Exercise input Start Marker
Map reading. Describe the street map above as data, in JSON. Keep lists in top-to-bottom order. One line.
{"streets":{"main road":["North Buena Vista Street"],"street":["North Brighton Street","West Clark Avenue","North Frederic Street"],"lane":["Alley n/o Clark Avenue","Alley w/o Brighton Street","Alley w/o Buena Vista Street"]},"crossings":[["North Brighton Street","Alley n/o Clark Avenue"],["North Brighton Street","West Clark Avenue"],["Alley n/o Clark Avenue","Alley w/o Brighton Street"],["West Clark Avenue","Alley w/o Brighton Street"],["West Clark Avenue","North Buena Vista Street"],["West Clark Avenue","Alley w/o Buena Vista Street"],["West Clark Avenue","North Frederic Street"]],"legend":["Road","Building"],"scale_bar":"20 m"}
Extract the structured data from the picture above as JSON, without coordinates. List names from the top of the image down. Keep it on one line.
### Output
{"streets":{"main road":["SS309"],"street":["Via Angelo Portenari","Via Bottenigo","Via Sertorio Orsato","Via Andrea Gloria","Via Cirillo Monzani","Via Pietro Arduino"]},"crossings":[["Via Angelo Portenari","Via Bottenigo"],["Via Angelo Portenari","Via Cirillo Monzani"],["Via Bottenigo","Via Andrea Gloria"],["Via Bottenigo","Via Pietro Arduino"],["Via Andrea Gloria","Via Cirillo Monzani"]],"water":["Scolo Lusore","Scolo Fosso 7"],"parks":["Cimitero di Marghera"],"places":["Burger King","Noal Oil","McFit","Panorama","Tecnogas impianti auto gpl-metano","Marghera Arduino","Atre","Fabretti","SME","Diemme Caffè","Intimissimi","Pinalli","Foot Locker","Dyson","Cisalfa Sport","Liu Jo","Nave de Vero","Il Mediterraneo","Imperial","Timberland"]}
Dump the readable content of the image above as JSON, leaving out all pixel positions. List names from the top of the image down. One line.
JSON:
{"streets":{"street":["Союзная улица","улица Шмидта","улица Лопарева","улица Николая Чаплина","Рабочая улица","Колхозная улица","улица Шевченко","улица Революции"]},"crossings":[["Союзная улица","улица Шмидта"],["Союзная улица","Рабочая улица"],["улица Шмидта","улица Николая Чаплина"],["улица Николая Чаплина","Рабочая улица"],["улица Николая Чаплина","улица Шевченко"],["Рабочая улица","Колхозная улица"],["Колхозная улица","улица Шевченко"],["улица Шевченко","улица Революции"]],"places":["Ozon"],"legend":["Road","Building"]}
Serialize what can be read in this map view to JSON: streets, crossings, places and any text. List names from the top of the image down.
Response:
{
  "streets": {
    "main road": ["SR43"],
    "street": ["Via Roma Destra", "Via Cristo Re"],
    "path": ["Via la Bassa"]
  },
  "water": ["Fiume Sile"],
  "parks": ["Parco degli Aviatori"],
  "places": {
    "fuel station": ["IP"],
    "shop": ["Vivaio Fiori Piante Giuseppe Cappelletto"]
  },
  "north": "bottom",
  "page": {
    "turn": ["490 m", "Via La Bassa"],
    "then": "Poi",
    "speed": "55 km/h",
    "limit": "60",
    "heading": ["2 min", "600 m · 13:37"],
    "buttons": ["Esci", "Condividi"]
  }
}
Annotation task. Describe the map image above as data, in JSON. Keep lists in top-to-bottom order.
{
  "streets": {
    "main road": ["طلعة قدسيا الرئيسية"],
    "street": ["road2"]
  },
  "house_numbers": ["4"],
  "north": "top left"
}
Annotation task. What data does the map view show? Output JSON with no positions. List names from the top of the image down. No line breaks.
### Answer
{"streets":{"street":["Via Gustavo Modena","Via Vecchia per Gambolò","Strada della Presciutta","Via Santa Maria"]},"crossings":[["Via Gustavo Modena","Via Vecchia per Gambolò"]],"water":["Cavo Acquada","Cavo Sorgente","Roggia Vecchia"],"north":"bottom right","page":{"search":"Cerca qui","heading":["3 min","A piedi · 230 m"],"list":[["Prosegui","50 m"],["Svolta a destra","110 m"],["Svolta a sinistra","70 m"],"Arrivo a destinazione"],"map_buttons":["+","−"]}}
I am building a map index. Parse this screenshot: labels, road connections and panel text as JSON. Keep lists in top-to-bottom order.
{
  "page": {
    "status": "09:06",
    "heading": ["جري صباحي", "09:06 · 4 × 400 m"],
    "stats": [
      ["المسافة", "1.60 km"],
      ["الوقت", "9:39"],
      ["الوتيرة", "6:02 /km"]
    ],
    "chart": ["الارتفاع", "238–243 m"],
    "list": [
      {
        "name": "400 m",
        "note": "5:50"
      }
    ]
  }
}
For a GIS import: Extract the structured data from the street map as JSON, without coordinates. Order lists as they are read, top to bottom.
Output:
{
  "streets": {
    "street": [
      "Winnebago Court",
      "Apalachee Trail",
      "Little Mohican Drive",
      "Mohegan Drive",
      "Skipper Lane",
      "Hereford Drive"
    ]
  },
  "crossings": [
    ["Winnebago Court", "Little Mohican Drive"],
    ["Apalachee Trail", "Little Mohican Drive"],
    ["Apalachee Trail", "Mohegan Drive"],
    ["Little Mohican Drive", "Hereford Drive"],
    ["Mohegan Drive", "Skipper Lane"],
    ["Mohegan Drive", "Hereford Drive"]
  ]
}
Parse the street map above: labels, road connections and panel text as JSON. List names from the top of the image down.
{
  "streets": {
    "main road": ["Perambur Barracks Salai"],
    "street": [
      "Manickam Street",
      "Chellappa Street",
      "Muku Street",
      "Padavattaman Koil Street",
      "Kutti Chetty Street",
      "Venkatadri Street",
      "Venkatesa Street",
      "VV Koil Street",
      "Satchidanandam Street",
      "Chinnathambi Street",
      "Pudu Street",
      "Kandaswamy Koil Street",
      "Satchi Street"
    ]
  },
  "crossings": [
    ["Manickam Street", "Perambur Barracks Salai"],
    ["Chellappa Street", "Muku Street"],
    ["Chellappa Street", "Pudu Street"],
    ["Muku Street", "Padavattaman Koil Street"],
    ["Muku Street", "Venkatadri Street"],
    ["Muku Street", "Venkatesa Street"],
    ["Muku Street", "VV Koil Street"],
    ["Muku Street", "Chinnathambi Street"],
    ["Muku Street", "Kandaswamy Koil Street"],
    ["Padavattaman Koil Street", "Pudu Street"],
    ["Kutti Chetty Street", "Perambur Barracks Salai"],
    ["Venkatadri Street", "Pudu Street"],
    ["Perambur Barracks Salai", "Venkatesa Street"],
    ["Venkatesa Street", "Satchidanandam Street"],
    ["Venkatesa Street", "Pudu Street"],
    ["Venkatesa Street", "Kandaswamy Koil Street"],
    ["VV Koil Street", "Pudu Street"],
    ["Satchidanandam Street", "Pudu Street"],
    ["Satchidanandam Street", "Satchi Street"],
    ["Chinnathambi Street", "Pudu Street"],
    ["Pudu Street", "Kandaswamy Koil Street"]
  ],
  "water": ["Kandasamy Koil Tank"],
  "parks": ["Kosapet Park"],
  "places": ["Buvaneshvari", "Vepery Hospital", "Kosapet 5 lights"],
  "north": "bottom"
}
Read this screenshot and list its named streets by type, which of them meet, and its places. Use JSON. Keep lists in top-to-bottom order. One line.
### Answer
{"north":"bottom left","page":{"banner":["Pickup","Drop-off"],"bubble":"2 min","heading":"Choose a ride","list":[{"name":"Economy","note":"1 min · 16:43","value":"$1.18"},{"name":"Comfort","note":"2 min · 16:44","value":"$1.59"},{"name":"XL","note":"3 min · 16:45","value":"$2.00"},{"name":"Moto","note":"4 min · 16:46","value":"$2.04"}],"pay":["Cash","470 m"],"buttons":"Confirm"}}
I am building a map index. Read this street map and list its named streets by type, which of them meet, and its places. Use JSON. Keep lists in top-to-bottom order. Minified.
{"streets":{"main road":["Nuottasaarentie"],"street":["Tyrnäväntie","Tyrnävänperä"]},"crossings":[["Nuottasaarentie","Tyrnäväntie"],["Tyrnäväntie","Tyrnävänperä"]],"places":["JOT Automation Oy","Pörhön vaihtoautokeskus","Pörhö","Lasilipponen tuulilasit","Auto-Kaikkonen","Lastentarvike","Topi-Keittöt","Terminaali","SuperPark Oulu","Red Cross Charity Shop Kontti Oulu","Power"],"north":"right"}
Exercise input End Marker
=== What this task involves ===
The required answer is a single number: the count of lines in the entries that hold the string "without".

=== Written answer ===
2